Estimulada sexualmente, eu como criança acabei conhecendo meu corpo, cedo demais e de uma forma grotesca. Este "conhecer" significa sentir excitação. Formou-se um pensamento, um "caráter" dentro de mim, ..., vejam: eu estava sozinha neste pesadelo, sem orientação dos adultos que tinham que me ensinar e proteger. É claro que teriam consequências para todos, inclusive para mim.


Eu queria beijar, eu queria sentir a excitação, me estimular mas sem "eles" e ai tive a infeliz ideia de convidar minha irmã na brincadeira de casinha de boneca para eu ser o seu marido, vejam isso! não é o cumulo da perdição infantil! E ensinei ela gostar, ensinei ela beijar, se esfregar, se excitar como eu.

E como se dá o nome para isto? Abuso sexual de infantil para infantil? Ainda não achei um texto que fale disto. O que eu fui quando fiz isto? uma agressora sexual? Com o comportamento dos agressores eu aprendi, sim! eu aprendi a conquistar, a enganar, a obter sigilo tal como acontecia comigo.
Google Imagens


(A Maria Flor também feriu)

E não fiquei só com a minha irmã, tiveram outras crianças que eu ensinei o sigilo e o "namoro". Eu era mesmo criança de 7-10 anos, fazia na hora que brincávamos de casinha e nenhum adulto esta por perto.

Quando vejo minhas sobrinhas brincando com os primos de casinha eu fico ate esperta, de olho, pois quem pode saber se alguma dessas crianças já não teve a mesma triste experiência e difundir entre os inocentes que não tiveram.

O fato é que uma criança abusada sexualmente deixa de ser "inocente" pois foi iniciada cedo demais, sem amadurecimento apropriado, e pode sim  difundir o abuso entre os outros.

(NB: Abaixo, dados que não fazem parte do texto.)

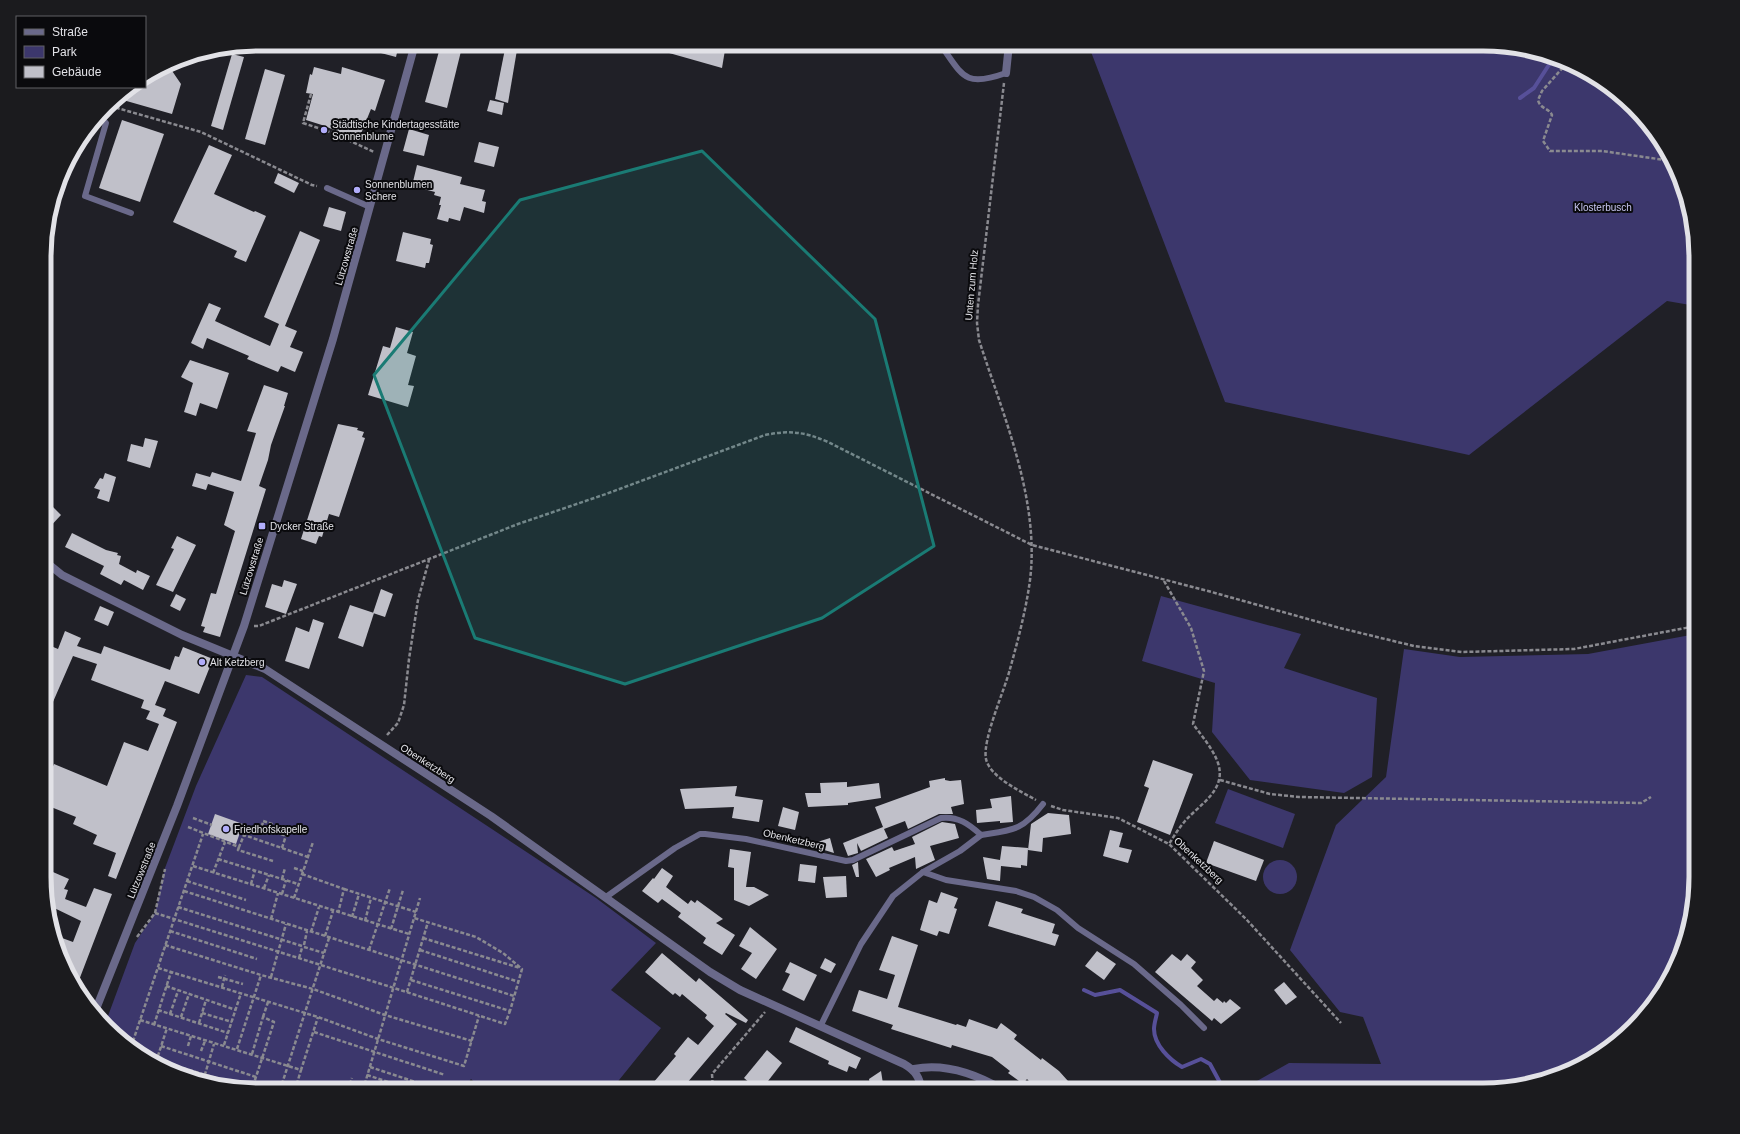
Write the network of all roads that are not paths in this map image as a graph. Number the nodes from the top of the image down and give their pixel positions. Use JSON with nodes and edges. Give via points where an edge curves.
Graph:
{"nodes":[{"id":1,"x":413,"y":51,"type":"edge"},
{"id":2,"x":945,"y":51,"type":"edge"},
{"id":3,"x":1008,"y":51,"type":"edge"},
{"id":4,"x":1006,"y":73,"type":"joint"},
{"id":5,"x":103,"y":120,"type":"edge"},
{"id":6,"x":327,"y":188,"type":"road end"},
{"id":7,"x":370,"y":207,"type":"junction"},
{"id":8,"x":131,"y":212,"type":"dead end"},
{"id":9,"x":51,"y":566,"type":"edge"},
{"id":10,"x":234,"y":655,"type":"junction"},
{"id":11,"x":1043,"y":804,"type":"road end"},
{"id":12,"x":981,"y":835,"type":"junction"},
{"id":13,"x":923,"y":872,"type":"junction"},
{"id":14,"x":606,"y":897,"type":"junction"},
{"id":15,"x":97,"y":1006,"type":"edge"},
{"id":16,"x":821,"y":1025,"type":"junction"},
{"id":17,"x":1204,"y":1028,"type":"dead end"},
{"id":18,"x":914,"y":1069,"type":"junction"},
{"id":19,"x":920,"y":1083,"type":"edge"},
{"id":20,"x":991,"y":1083,"type":"edge"}],
"edges":[{"from":1,"to":7,"type":"street","name":"Lützowstraße"},
{"from":2,"to":4,"type":"lane","via":[[961,74],[967,77],[988,79]]},
{"from":3,"to":4,"type":"street"},
{"from":5,"to":8,"type":"lane","via":[[106,123],[85,196]]},
{"from":6,"to":7,"type":"lane"},
{"from":7,"to":10,"type":"street","name":"Lützowstraße","via":[[315,400]]},
{"from":9,"to":10,"type":"street","via":[[62,575],[182,635]]},
{"from":10,"to":14,"type":"street","name":"Obenketzberg","via":[[266,670],[380,743],[491,816]]},
{"from":10,"to":15,"type":"street","name":"Lützowstraße"},
{"from":11,"to":12,"type":"lane","via":[[1022,826]]},
{"from":12,"to":13,"type":"lane","via":[[960,851]]},
{"from":12,"to":14,"type":"lane","name":"Obenketzberg","via":[[963,821],[949,817],[941,818],[846,861],[746,839],[700,834],[675,848]]},
{"from":13,"to":16,"type":"lane","via":[[893,896],[882,912],[851,963]]},
{"from":13,"to":17,"type":"lane","via":[[946,880],[1016,891],[1034,897],[1057,910],[1078,928],[1134,964]]},
{"from":14,"to":16,"type":"street","name":"Obenketzberg","via":[[710,972],[740,990]]},
{"from":16,"to":18,"type":"street","name":"Obenketzberg"},
{"from":18,"to":19,"type":"street"},
{"from":18,"to":20,"type":"street","via":[[942,1067]]}]}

Vejam isso, eu estou ficando arrepiada de descrever isto, nunca nunca mesmo falei disto para ninguém, nem para mim mesma em um mero pensamento, e estou hoje aqui descrevendo e ficando assustada com as conclusões: uma criança abusada (nem sempre) pode fazer o mesmo que fazem com ela.

Criança, eu falei criança, eu só fiz estes namoros com outras crianças quando eu era criança. Pouco antes que eu "fiquei moça" (com a chegada das regras menstruais) eu já não fazia, tinha começado a mudar minha cabeça, eu pensava em namorar com um garoto da minha idade, viver um romance, como nos filmes e livros. Também se preocupava com coisas mais sérias como por exemplo: não engravidar dos agressores.
Houve também o momento que eu me dei conta como pessoa que estava fazendo algo tão errado quanto meus agressores, senti vergonha de mim, parei.

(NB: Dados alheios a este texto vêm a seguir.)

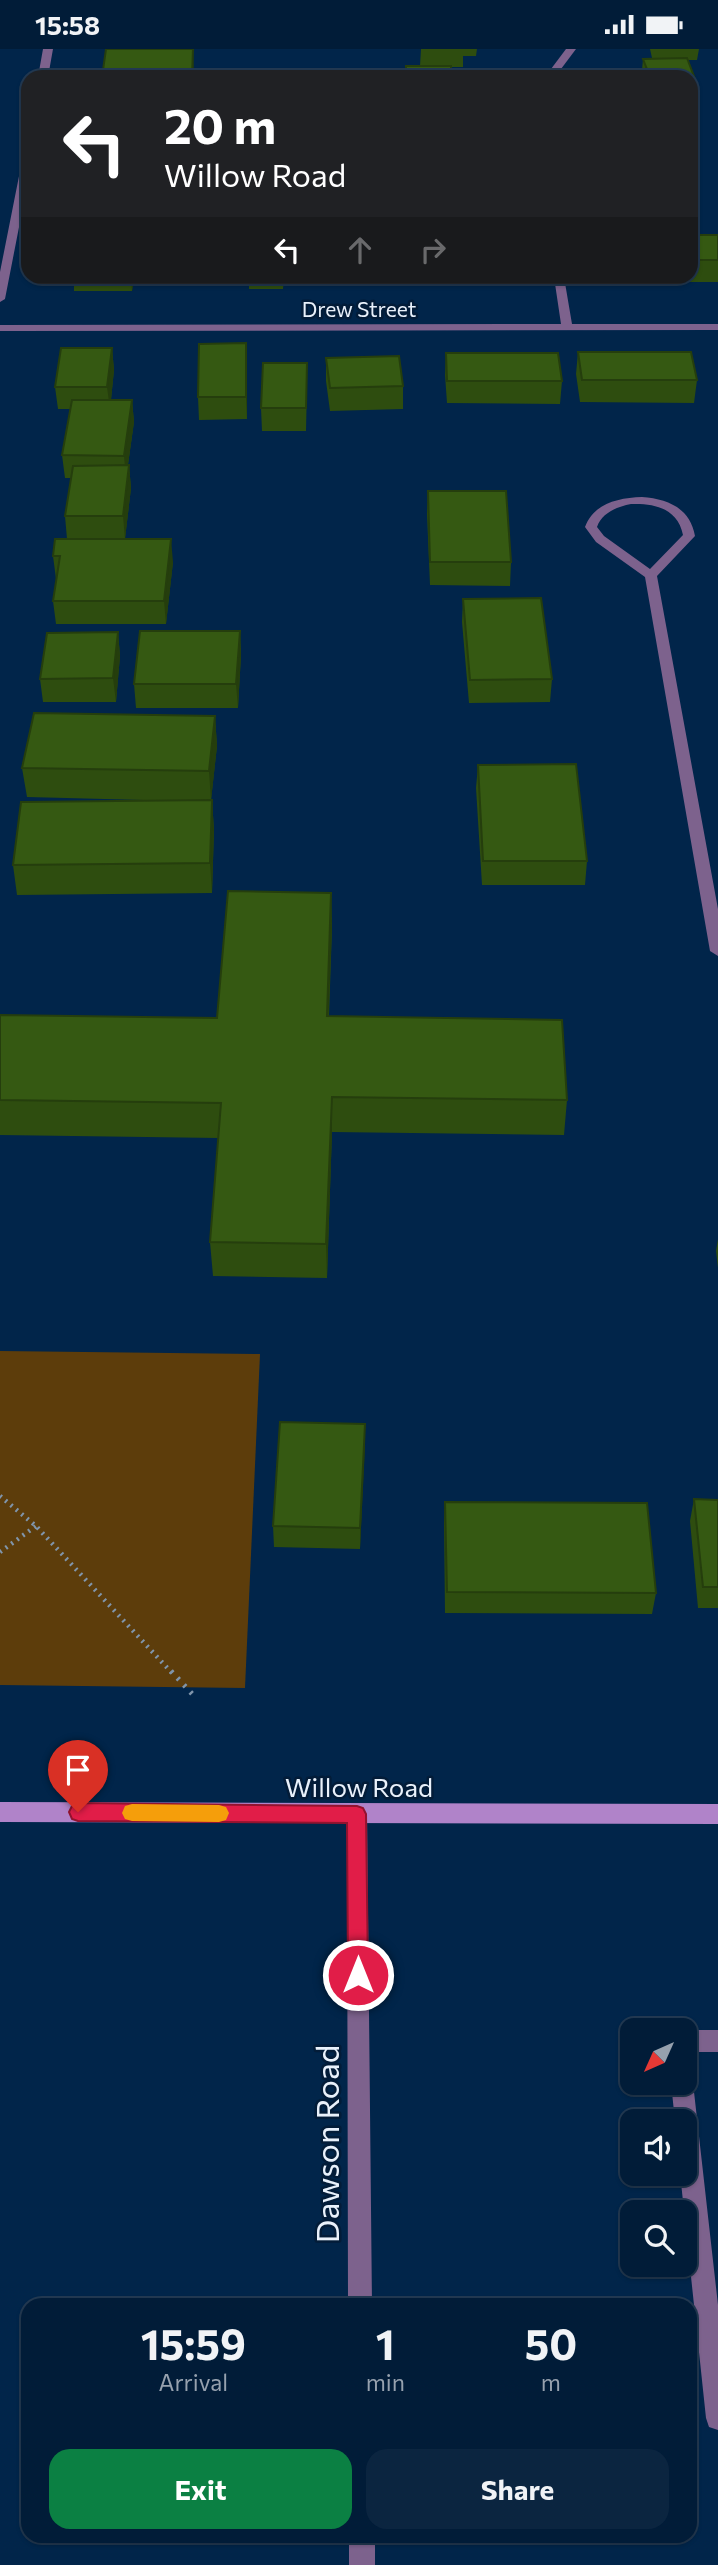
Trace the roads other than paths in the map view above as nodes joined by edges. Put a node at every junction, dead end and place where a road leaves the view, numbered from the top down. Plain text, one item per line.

Coitada de mim! Coitada da minha irmã. Coitada de todas as famílias que passam por isto,  parece um sofrimento infinito.

A minha irmã, depois que crescemos, ...,  no período colegial e universitário, tivemos muitas diferenças, muitas brigas como todas irmãs, mas entre nós havia, e ainda há uma marca profunda, existente, persistente, que nos afasta completamente. Atualmente estamos afastadas, com sérios problemas de comunicação e conflitos de idéias. E fomos tão unidas, brigávamos, mas éramos unidas, nos protegíamos, nos ajudávamos incondicionalmente, mas sempre teve algo entre nós que não nos permitia consolidar um verdadeiro amor fraterno.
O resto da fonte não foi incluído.